Traditionally, most municipalities have been using deterioration curves for deterioration modeling. Recently, more complex methods based on simulation, Markov models and machine learning models have been introduced. A well-known model to show the probability of failure of an asset throughout its life is called bathtub curve. This curve is made of three main stages: infant failure, constant failure, and wear out failure. In infrastructure asset management the dominant mode of deterioration is because of aging, traffic, and climatic attribute. Therefore, the wear out failure is of most concern.

== Types of deterioration models ==
Deterioration models are either deterministic or probabilistic. Deterministic models cannot entertain probabilities. Probabilistic models, however, can predict both the future condition and the probability of being in that certain condition.

=== Deterministic models ===
Deterministic models are simple and intelligible, but cannot incorporate probabilities. Deterioration curves solely developed based on age are an example of deterministic deterioration models.
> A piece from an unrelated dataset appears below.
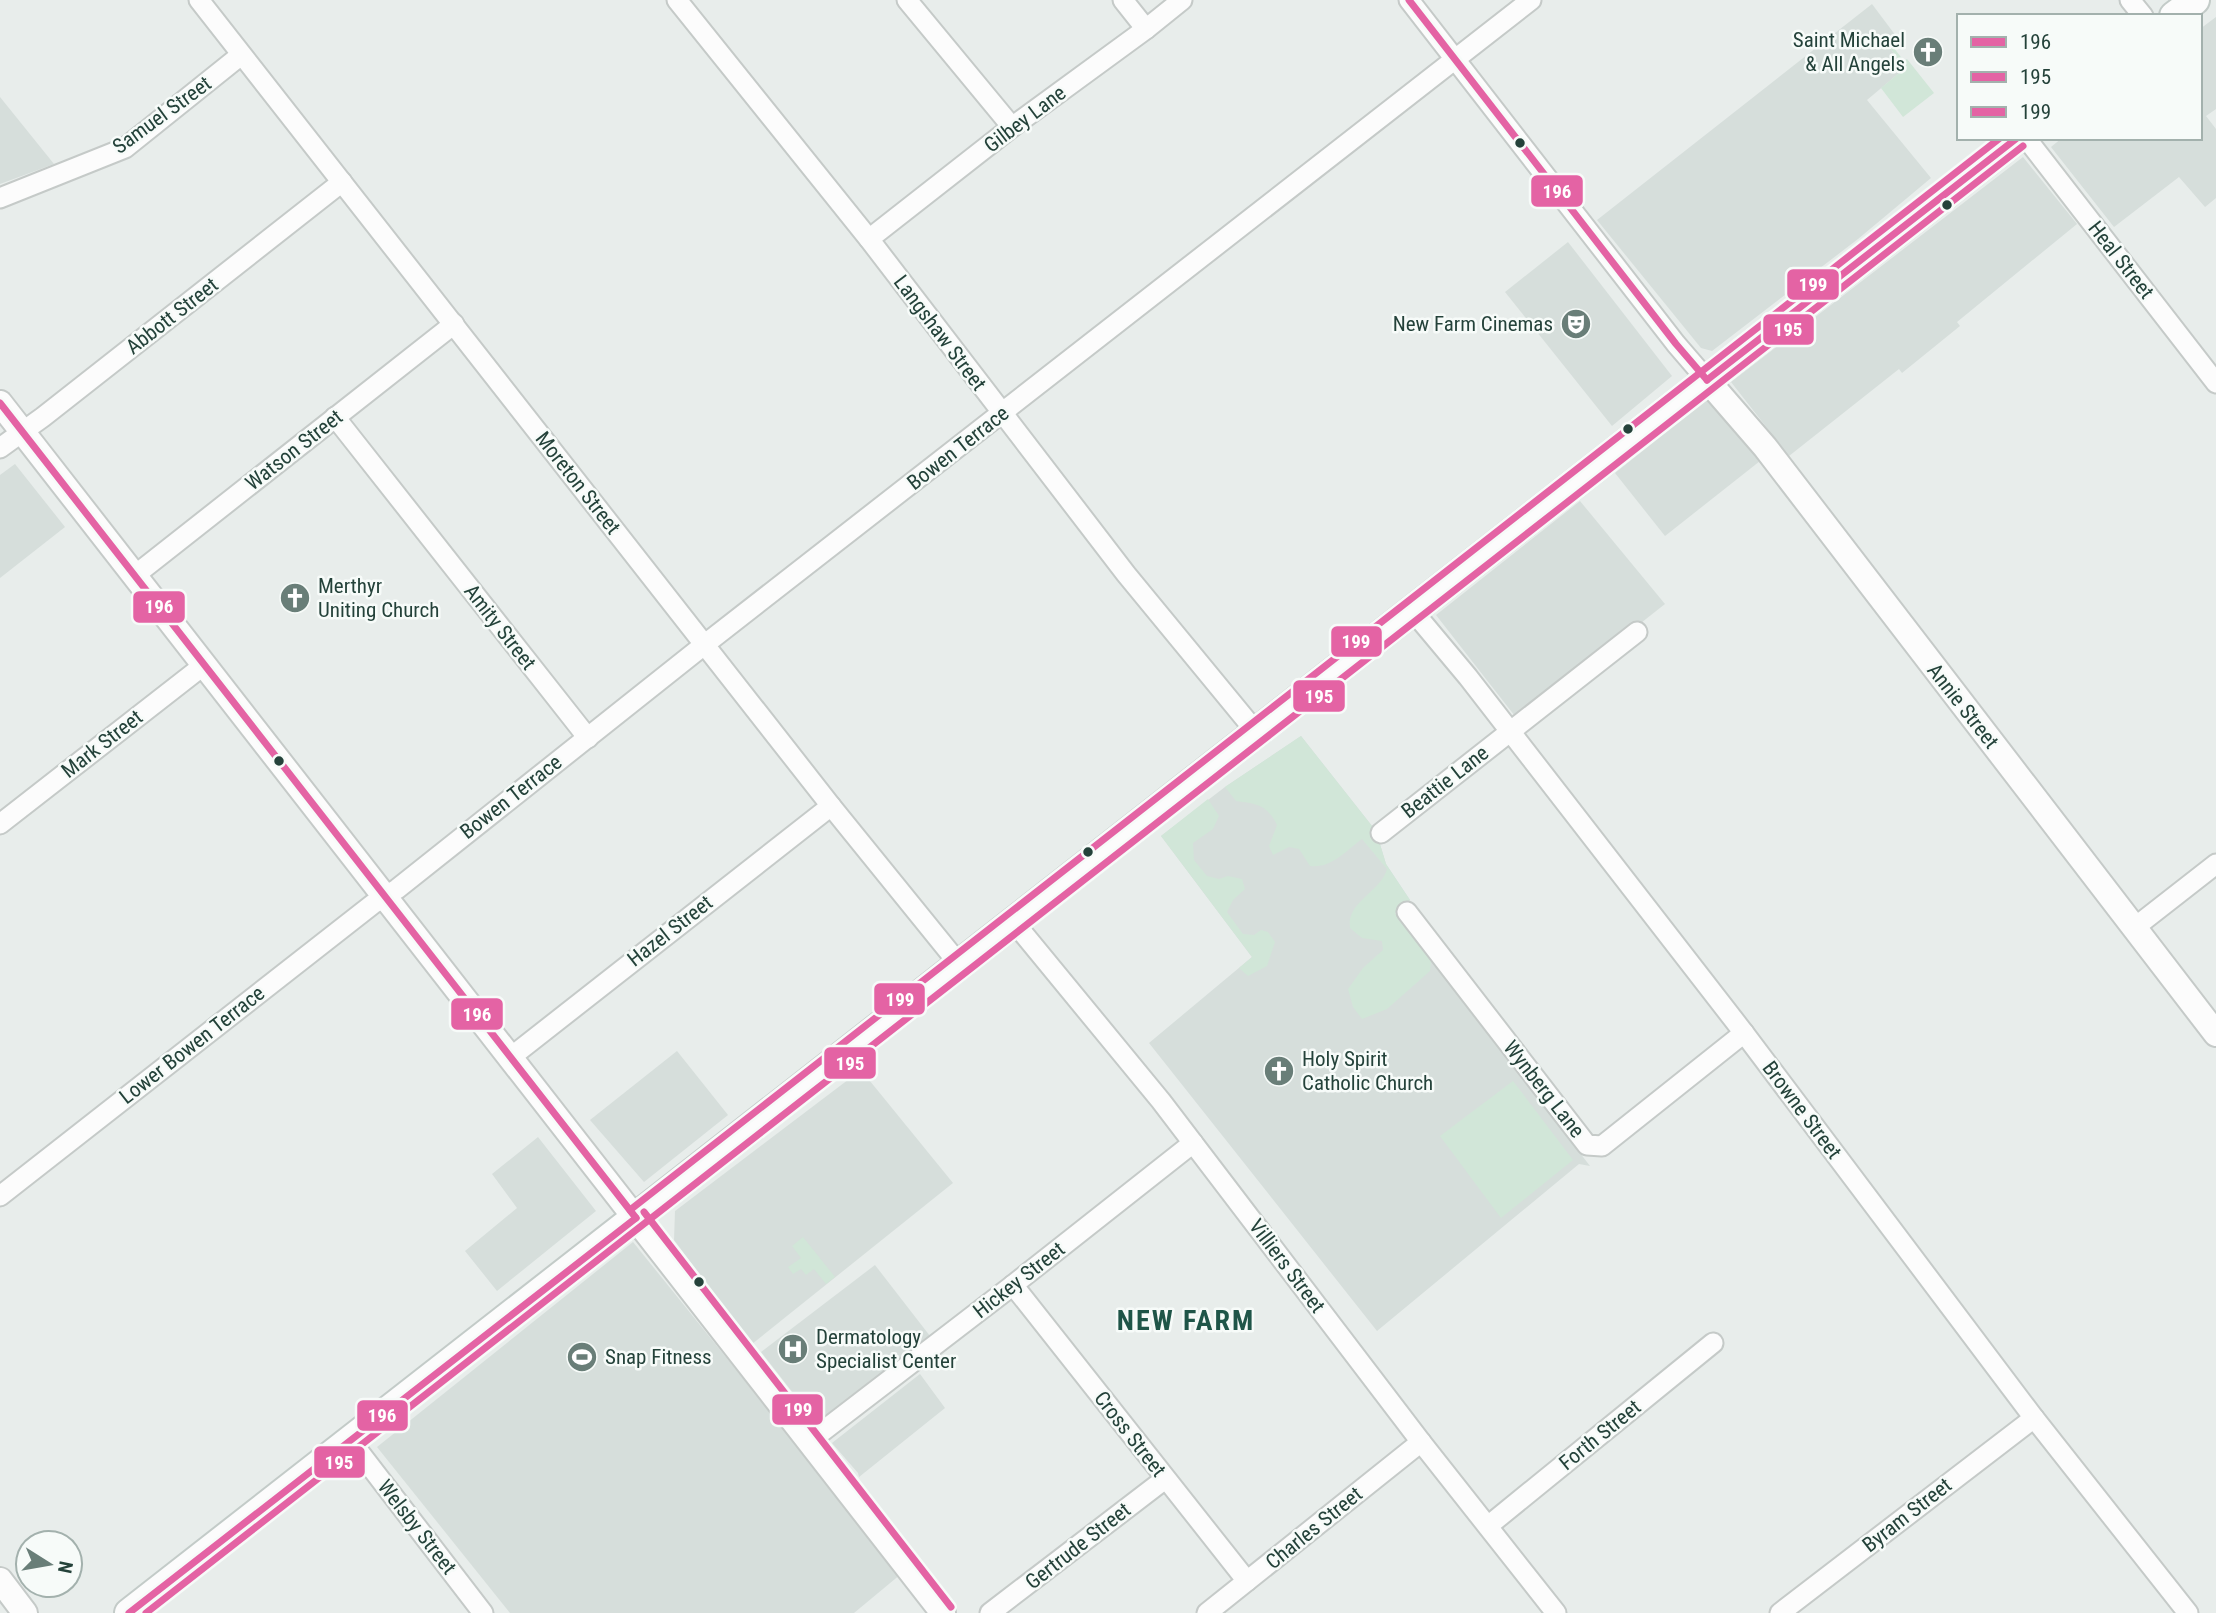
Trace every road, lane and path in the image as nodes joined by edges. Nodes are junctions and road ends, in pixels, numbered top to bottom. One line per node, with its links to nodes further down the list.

Traditionally, most mechanistic and mechanistic-empirical models are developed using deterministic approaches, but more recently researchers and practitioners have become interested in probabilistic models.
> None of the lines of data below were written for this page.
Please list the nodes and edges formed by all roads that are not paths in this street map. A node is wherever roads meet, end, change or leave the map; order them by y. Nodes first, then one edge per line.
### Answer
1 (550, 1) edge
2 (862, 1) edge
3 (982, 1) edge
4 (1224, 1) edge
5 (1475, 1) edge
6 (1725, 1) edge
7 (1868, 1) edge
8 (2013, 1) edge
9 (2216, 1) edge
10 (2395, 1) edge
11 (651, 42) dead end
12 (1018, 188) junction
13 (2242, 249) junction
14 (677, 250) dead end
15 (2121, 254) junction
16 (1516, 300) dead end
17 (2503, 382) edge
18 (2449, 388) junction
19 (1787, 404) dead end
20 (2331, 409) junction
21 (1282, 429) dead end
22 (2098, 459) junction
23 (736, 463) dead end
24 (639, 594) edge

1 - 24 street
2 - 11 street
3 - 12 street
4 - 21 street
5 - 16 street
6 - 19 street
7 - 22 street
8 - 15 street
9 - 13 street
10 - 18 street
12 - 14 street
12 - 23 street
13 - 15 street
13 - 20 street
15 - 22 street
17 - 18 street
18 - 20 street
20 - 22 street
=== Probabilistic models ===
Examples of probabilistic deterioration models are the models developed based on reliability theory, Markov chain and machine learning. Unlike deterministic models a probabilistic model can incorporate probability. For instance, it can tell that in five years a road is going to be in a Poor condition with a probability of 75%, and there is a 25% probability that it will stay in a fair condition. Such probabilities are vital to the development of risk assessment models. If a state or class of the performance measure is of interest, Markov models and classification machine learning algorithms can be utilized. However, if decision-makers are interested in numeric value of performance indicators, they need to use regression learning algorithms. A limitation of Markov models is that they cannot consider the history of maintenance, which are among important attribute for predicting the future conditions. Deterioration models developed based on machine learning do not have this limitation. Furthermore, they can include other features such as climatic attributes and traffic as input variables.

==== Markov models ====
A large portion of probabilistic deterioration models are developed based on Markov chain, which is a probabilistic discrete event simulation model. Deterioration models developed based on Markov chain consider the condition of asset as a series of discrete states. For instance, in the case of pavement deterioration modeling, the PCI can be categorized into five classes: good, satisfactory, fair, poor and very poor (or simply 1 to 5). A Markov model is then developed to predict the probability of transition from state 1 to each of other states in a number of years. Crude Markov models have been criticized for disregarding the impact of ageing and maintenance history of the asset. More complex models known as semi-Markov models can account for history of maintenance, but their calibration requires a great deal of longitudinal data. Recently, efforts have been made to train Markov deterioration models to consider the impact of climate, but generally it is not possible to have climatic attributes or traffic as an input in these types of models.

==== Machine learning ====
Since the late 2000s machine learning algorithms have been adopted to tackle infrastructure deterioration modeling. Neural networks have been among the most commonly used models. Despite their high learning capability, neural networks have been criticized for their black-box nature, which does not provide enough room for interpretation of the model. Therefore, other algorithms have been used in the literature as well. Examples of other algorithms used for deterioration modeling are decision tree, k-NN, random forest, gradient boosting trees, random forest regression, and naive Bayes classifier. In this type model usually, the deterioration is predicted using a set of input variables or predictive features. The examples of predictive features used in the literature are initial condition, traffic, climatic features, pavement type and road class.